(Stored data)
------

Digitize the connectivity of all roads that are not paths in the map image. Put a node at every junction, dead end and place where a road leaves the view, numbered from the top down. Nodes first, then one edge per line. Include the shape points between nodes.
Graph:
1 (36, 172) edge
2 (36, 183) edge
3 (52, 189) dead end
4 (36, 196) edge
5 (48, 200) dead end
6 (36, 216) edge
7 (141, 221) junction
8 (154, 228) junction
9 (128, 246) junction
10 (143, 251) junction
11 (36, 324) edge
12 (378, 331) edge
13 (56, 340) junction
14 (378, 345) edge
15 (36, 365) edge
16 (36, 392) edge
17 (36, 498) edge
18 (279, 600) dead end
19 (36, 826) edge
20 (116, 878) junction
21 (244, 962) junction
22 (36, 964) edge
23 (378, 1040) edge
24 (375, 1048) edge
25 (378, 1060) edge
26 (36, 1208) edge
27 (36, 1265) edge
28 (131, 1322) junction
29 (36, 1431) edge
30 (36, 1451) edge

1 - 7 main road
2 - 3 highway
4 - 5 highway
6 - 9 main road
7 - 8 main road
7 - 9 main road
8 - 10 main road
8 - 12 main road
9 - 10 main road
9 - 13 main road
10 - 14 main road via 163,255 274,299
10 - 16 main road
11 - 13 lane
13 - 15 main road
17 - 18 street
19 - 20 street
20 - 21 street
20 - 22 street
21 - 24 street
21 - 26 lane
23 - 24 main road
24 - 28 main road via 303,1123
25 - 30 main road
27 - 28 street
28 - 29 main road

------

What to produce
Each line above needs to be written out again exactly.

Exercise output
Digitize the connectivity of all roads that are not paths in the map image. Put a node at every junction, dead end and place where a road leaves the view, numbered from the top down. Nodes first, then one edge per line. Include the shape points between nodes.
Graph:
1 (36, 172) edge
2 (36, 183) edge
3 (52, 189) dead end
4 (36, 196) edge
5 (48, 200) dead end
6 (36, 216) edge
7 (141, 221) junction
8 (154, 228) junction
9 (128, 246) junction
10 (143, 251) junction
11 (36, 324) edge
12 (378, 331) edge
13 (56, 340) junction
14 (378, 345) edge
15 (36, 365) edge
16 (36, 392) edge
17 (36, 498) edge
18 (279, 600) dead end
19 (36, 826) edge
20 (116, 878) junction
21 (244, 962) junction
22 (36, 964) edge
23 (378, 1040) edge
24 (375, 1048) edge
25 (378, 1060) edge
26 (36, 1208) edge
27 (36, 1265) edge
28 (131, 1322) junction
29 (36, 1431) edge
30 (36, 1451) edge

1 - 7 main road
2 - 3 highway
4 - 5 highway
6 - 9 main road
7 - 8 main road
7 - 9 main road
8 - 10 main road
8 - 12 main road
9 - 10 main road
9 - 13 main road
10 - 14 main road via 163,255 274,299
10 - 16 main road
11 - 13 lane
13 - 15 main road
17 - 18 street
19 - 20 street
20 - 21 street
20 - 22 street
21 - 24 street
21 - 26 lane
23 - 24 main road
24 - 28 main road via 303,1123
25 - 30 main road
27 - 28 street
28 - 29 main road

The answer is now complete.